Every week, it seems, there’s a new ereader announced. Some will carry video, some not. What I found interesting about this article above is that there was slight mention of the iPhone app, which will, as we Vookers and others well know, change the face of ebooks forever. But never mind. Like all good things, when you believe in it, it will come.
Have you heard the one about the declining book business, and how nobody read any more?
From where I sit, in the middle of BookLand, I hear it all the time — business is bad, publishers are buying fewer titles for less money, and readers — whoever they are anyway – are not going into bookstores anymore. Yet, inside all this “common wisdom” — a term I hate, not because it’s not common but because it’s rarely wisdom — is what I see all around me: people reading and writing all the time, just not the way we old Methuselahs used to. The number of self published books is way way up, and while — face it — most of those aren’t so terrific (everybody, and I mean everybody needs an editor) and if you haven’t noticed most people spend more time reading at their computers than even talking on the phone. (Teenagers very much included)

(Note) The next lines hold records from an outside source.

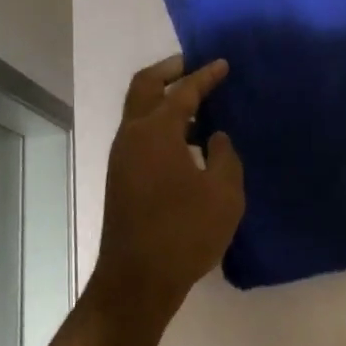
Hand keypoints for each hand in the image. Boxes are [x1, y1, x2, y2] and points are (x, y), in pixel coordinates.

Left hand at [93, 56, 244, 324]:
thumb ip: (225, 156)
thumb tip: (216, 137)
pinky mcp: (120, 177)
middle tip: (193, 66)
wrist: (136, 282)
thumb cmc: (184, 233)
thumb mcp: (223, 194)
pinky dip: (159, 122)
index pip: (183, 91)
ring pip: (138, 109)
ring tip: (194, 104)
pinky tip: (184, 139)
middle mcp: (133, 134)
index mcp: (157, 130)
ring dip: (162, 97)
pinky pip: (139, 132)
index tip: (223, 64)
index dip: (205, 76)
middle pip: (145, 86)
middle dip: (169, 70)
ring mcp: (121, 156)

So that’s why when I read something like this story in the magazine I used to run — Publishers Weekly – I feel sad, but not surprised. The upshot: people aren’t using gift cards in brick and mortar book stores because it’s so much easier to use giftcards onlin. THe association that disseminates those cards is considering discontinuing them.
But here’s what I want to say, to booksellers and anybody else: yes, it’s true that reading and book buying habits are changing and that the book world of tomorrow will not resemble the one today. But narrative, stories, opinion are not going away — they’re just getting elecronified, vookified even. And that to me can only be a good thing.